The connection between Liam and Rowan is instant and the men are incredibly drawn to one another. The more time they spend together, the more both men realize they may have found something wonderful between them. But Rowan’s future is still uncertain, particularly if he can’t work through the past trauma that could make it difficult for him to get a full-time job at Glynn Harber. For his part, Liam needs to decide if he is ready to face his past and to finally put down roots. Both Liam and Rowan have difficult pasts, but their intense bond could give them the strength to face those challenges and move forward together.

Oh, can I just tell you how much I have been looking forward to this new Second Chance School series by Con Riley? Those of you who read my reviews regularly know what an enormous fan I am of Riley’s work, particularly her book, Charles, the first in the author’s Learning to Love series set at Glynn Harber school. This new series brings us back to Glynn Harber and my heart was just full to bursting knowing we would be returning to this magical place. For folks new to Riley’s work, I think this series can stand alone, and it gives a nice introduction to the school and some of the key players (including Charles himself, who is a prominent side character). That said, Riley’s Cornwall universe is expansive and familiarity with the world and some of the characters can only enhance your enjoyment here. Even if you read nothing else of the original series, I can’t recommend Charles highly enough (like seriously, my obsession with this character is almost embarrassing) and it will give you a nice foundation for this story. I’ll also note that Ed and Pasha from Riley’s True Brit appear here as side characters and their book deals with the same singing competition that Rowan was in. I didn’t read that book and had no trouble following along here, but those familiar with Ed and Pasha’s story will likely enjoy the way the books connect.

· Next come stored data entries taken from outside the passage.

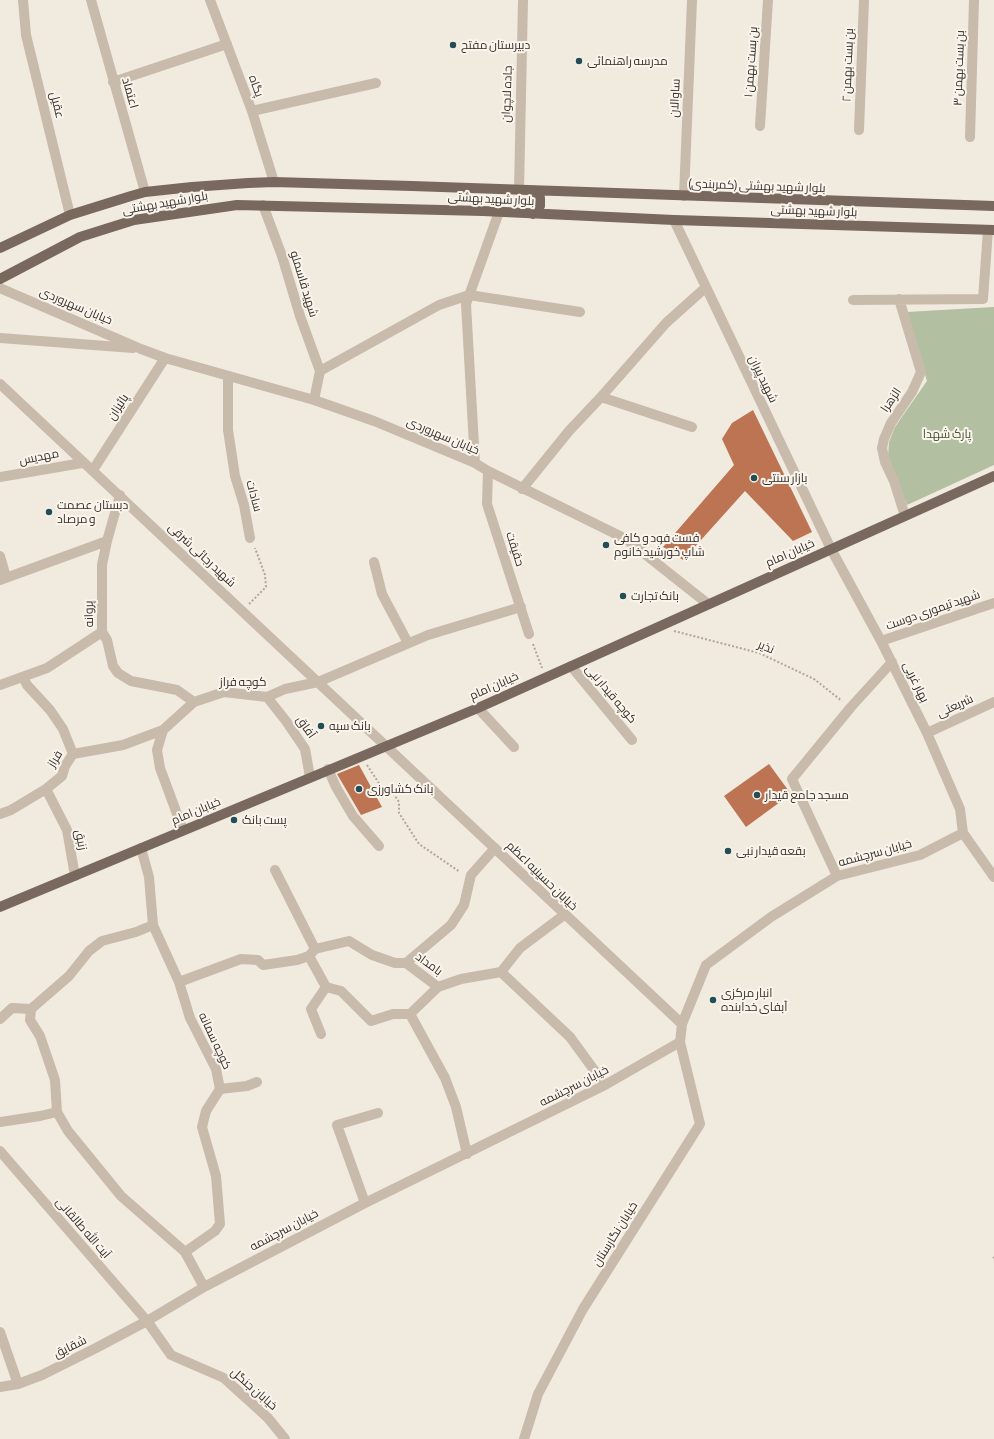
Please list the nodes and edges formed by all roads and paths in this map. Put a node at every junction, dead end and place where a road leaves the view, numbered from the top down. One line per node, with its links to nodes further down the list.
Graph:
1 (24, 0): 25 (street, عقیل)
2 (91, 0): 10 (street, اعتماد)
3 (210, 0): 9 (street, پگاه)
4 (523, 0): 17 (street, جاده لاچوان)
5 (692, 0): 20 (street, ساوالان)
6 (768, 0): 13 (street, بن بست بهمن ۱)
7 (864, 0): 14 (street, بن بست بهمن ۲)
8 (974, 0): 15 (street, بن بست بهمن ۳)
9 (227, 44): 10 (street); 12 (street, پگاه)
10 (113, 82): 19 (street, اعتماد)
11 (376, 83): 12 (street)
12 (252, 111): 16 (street, پگاه)
13 (760, 126)
14 (859, 130)
15 (970, 137)
16 (274, 182): 17 (main road, بلوار شهید بهشتی); 19 (main road, بلوار شهید بهشتی)
17 (519, 190): 18 (main road, بلوار شهید بهشتی (کمربندی))
18 (534, 190): 20 (main road, بلوار شهید بهشتی (کمربندی)); 24 (main road)
19 (145, 192): 25 (main road, بلوار شهید بهشتی)
20 (684, 196): 22 (main road, بلوار شهید بهشتی (کمربندی))
21 (263, 205): 23 (main road, بلوار شهید بهشتی); 29 (main road, بلوار شهید بهشتی); 39 (street, شهید قاسملو)
22 (994, 206)
23 (499, 212): 24 (main road, بلوار شهید بهشتی); 32 (street)
24 (533, 214): 26 (main road, بلوار شهید بهشتی)
25 (70, 215): 28 (main road, بلوار شهید بهشتی)
26 (674, 220): 27 (main road, بلوار شهید بهشتی); 31 (street, شهید پیران)
27 (991, 230): 33 (street)
28 (0, 248)
29 (0, 279)
30 (0, 288): 37 (street, خیابان سهروردی)
31 (705, 288): 42 (street); 56 (street, شهید پیران)
32 (469, 295): 35 (street); 39 (street); 46 (street)
33 (899, 299): 34 (street); 53 (street, الزهرا)
34 (852, 300)
35 (580, 312)
36 (0, 338): 37 (street, خیابان سهروردی)
37 (141, 349): 38 (street, خیابان سهروردی)
38 (164, 358): 40 (street, خیابان سهروردی); 47 (street, پائیزان)
39 (320, 371): 43 (street)
40 (228, 376): 43 (street, خیابان سهروردی); 54 (street, سادات)
41 (0, 384): 45 (street, شهید رجائی شرقی)
42 (601, 397): 44 (street); 51 (street)
43 (314, 400): 46 (street, خیابان سهروردی)
44 (692, 427)
45 (82, 463): 47 (street, شهید رجائی شرقی); 50 (street, مهدیس)
46 (475, 463): 48 (street, خیابان سهروردی)
47 (93, 470): 52 (street, شهید رجائی شرقی)
48 (488, 471): 51 (street, خیابان سهروردی); 62 (street, حقیقت)
49 (994, 476): 53 (main road, خیابان امام)
50 (0, 478)
51 (522, 489): 61 (street, خیابان سهروردی)
52 (120, 495): 55 (street, پروانه); 63 (street, شهید رجائی شرقی)
53 (905, 516): 56 (main road, خیابان امام)
54 (250, 538): 63 (path)
55 (107, 541): 59 (street); 65 (street, پروانه)
56 (831, 549): 61 (main road, خیابان امام); 67 (street, بهار غربی)
57 (0, 556): 59 (street)
58 (374, 562): 68 (street)
59 (3, 578)
60 (994, 603): 67 (street, شهید تیموری دوست)
61 (708, 604): 64 (main road, خیابان امام)
62 (521, 607): 66 (street, حقیقت); 68 (street, کوچه فراز)
63 (242, 610): 73 (street, شهید رجائی شرقی)
64 (665, 624): 70 (main road, خیابان امام); 78 (path, نذیر)
65 (102, 632): 71 (street); 76 (street, پروانه)
66 (529, 634): 72 (path)
67 (881, 641): 69 (street, بهار غربی)
68 (408, 643): 73 (street, کوچه فراز)
69 (892, 662): 78 (street); 81 (street, بهار غربی)
70 (571, 666): 72 (main road, خیابان امام); 82 (street, کوچه قیدار نبی)
71 (23, 677): 74 (street); 85 (street)
72 (546, 677): 79 (main road, خیابان امام)
73 (318, 682): 75 (street, کوچه فراز); 83 (street, شهید رجائی شرقی)
74 (0, 685)
75 (267, 697): 76 (street, کوچه فراز); 88 (street, آفاق)
76 (194, 702): 80 (street, کوچه فراز)
77 (994, 702): 81 (street, شریعتی)
78 (851, 707): 98 (street)
79 (478, 708): 83 (main road, خیابان امام); 84 (street)
80 (163, 730): 85 (street, فراز); 91 (street)
81 (927, 733): 92 (street, بهار غربی)
82 (632, 740)
83 (386, 745): 86 (main road, خیابان امام); 95 (street, خیابان حسینیه اعظم)
84 (514, 747)
85 (73, 754): 89 (street, فراز)
86 (362, 755): 87 (main road, خیابان امام); 100 (path)
87 (328, 769): 88 (main road, خیابان امام); 93 (street)
88 (310, 777): 91 (main road, خیابان امام)
89 (46, 789): 90 (street, فراز); 97 (street, زنبق)
90 (0, 814)
91 (183, 830): 94 (main road, خیابان امام)
92 (963, 833): 98 (street, خیابان سرچشمه); 99 (street)
93 (379, 846)
94 (141, 848): 97 (main road, خیابان امام); 103 (street, کوچه سمانه)
95 (495, 848): 100 (street); 102 (street, خیابان حسینیه اعظم)
96 (275, 870): 104 (street)
97 (75, 876): 101 (main road, خیابان امام)
98 (837, 876): 113 (street, خیابان سرچشمه)
99 (994, 877)
100 (469, 879): 105 (street)
101 (0, 908)
102 (564, 914): 106 (street); 113 (street, خیابان حسینیه اعظم)
103 (153, 925): 107 (street, کوچه سمانه); 110 (street)
104 (312, 953): 105 (street, بامداد); 107 (street, بامداد); 108 (street)
105 (406, 963): 109 (street, بامداد)
106 (501, 972): 109 (street, بامداد); 117 (street)
107 (179, 982): 118 (street, کوچه سمانه)
108 (326, 987): 111 (street); 114 (street)
109 (438, 987): 111 (street)
110 (32, 1009): 112 (street); 119 (street)
111 (410, 1014): 123 (street)
112 (0, 1019)
113 (682, 1024): 115 (street, خیابان سرچشمه)
114 (321, 1034)
115 (680, 1042): 117 (street, خیابان سرچشمه); 132 (street, خیابان نگارستان)
116 (257, 1082): 118 (street)
117 (605, 1085): 123 (street, خیابان سرچشمه)
118 (220, 1089): 125 (street, کوچه سمانه)
119 (57, 1112): 121 (street); 125 (street)
120 (378, 1113): 124 (street)
121 (0, 1122)
122 (0, 1151): 127 (street, آیت الله طالقانی)
123 (467, 1154): 124 (street, خیابان سرچشمه)
124 (365, 1203): 126 (street, خیابان سرچشمه)
125 (185, 1252): 126 (street)
126 (204, 1287): 127 (street, خیابان سرچشمه)
127 (147, 1321): 129 (street, شقایق); 131 (street, خیابان جنگل)
128 (0, 1332): 129 (street)
129 (18, 1384): 130 (street, شقایق)
130 (0, 1387)
131 (285, 1439)
132 (524, 1439)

This book brings us back to Glynn Harber, as Rowan is looking for a teacher training position. His job would be for the fall, but Luke brings him on for a short-term assignment while some of the teachers are away on a trip with the older students. It is a chance for Rowan to demonstrate his skills and figure out if the school is the right place for him, and once again Glynn Harber does its magic. Rowan has a traumatic past, one he doesn’t fully remember, but he is emotionally scarred from the experience and the aftermath. The school is a place for kids who need those second chances, who need some extra support and time and understanding that is not always available other places. Working with these kids and finding a way to reach them with music helps Rowan work through his own past and find the confidence to face it and move forward. (Be aware that Rowan’s story does touch on sexual assault if this is a sensitive area for you.)

For his part, Liam has his own complicated past he hasn’t quite faced. He feels guilty that he wasn’t able to save more lives and it has him shutting himself off from his friends and former team. Liam takes contracts all over the country to avoid their get togethers and can’t quite stop running. But something about Rowan makes Liam want to stay, so he takes a job working on the repairs to the school. It gives Liam a chance to finally give himself a little grace for his past and realize he is not as alone as he thinks. It also gives the men a chance to build on that early spark they had between them and they are just a lovely couple together. There is so much warmth and caring between them, as well as a lot of spark. I did wish that Liam’s backstory got explored a little more, as it gets less focus than Rowan’s and the details aren’t quite as clear. But there is a nice sense of two men working through their pasts and finding comfort from one another that I really liked.

It was so wonderful to be back in Glynn Harber and I think there is a lot to explore with this series. The theme of “second chances” is one that has run throughout the original series and looks to be a focus for this new set of books. It fits so well with the school and I think there is so much great potential for future stories. I can’t wait!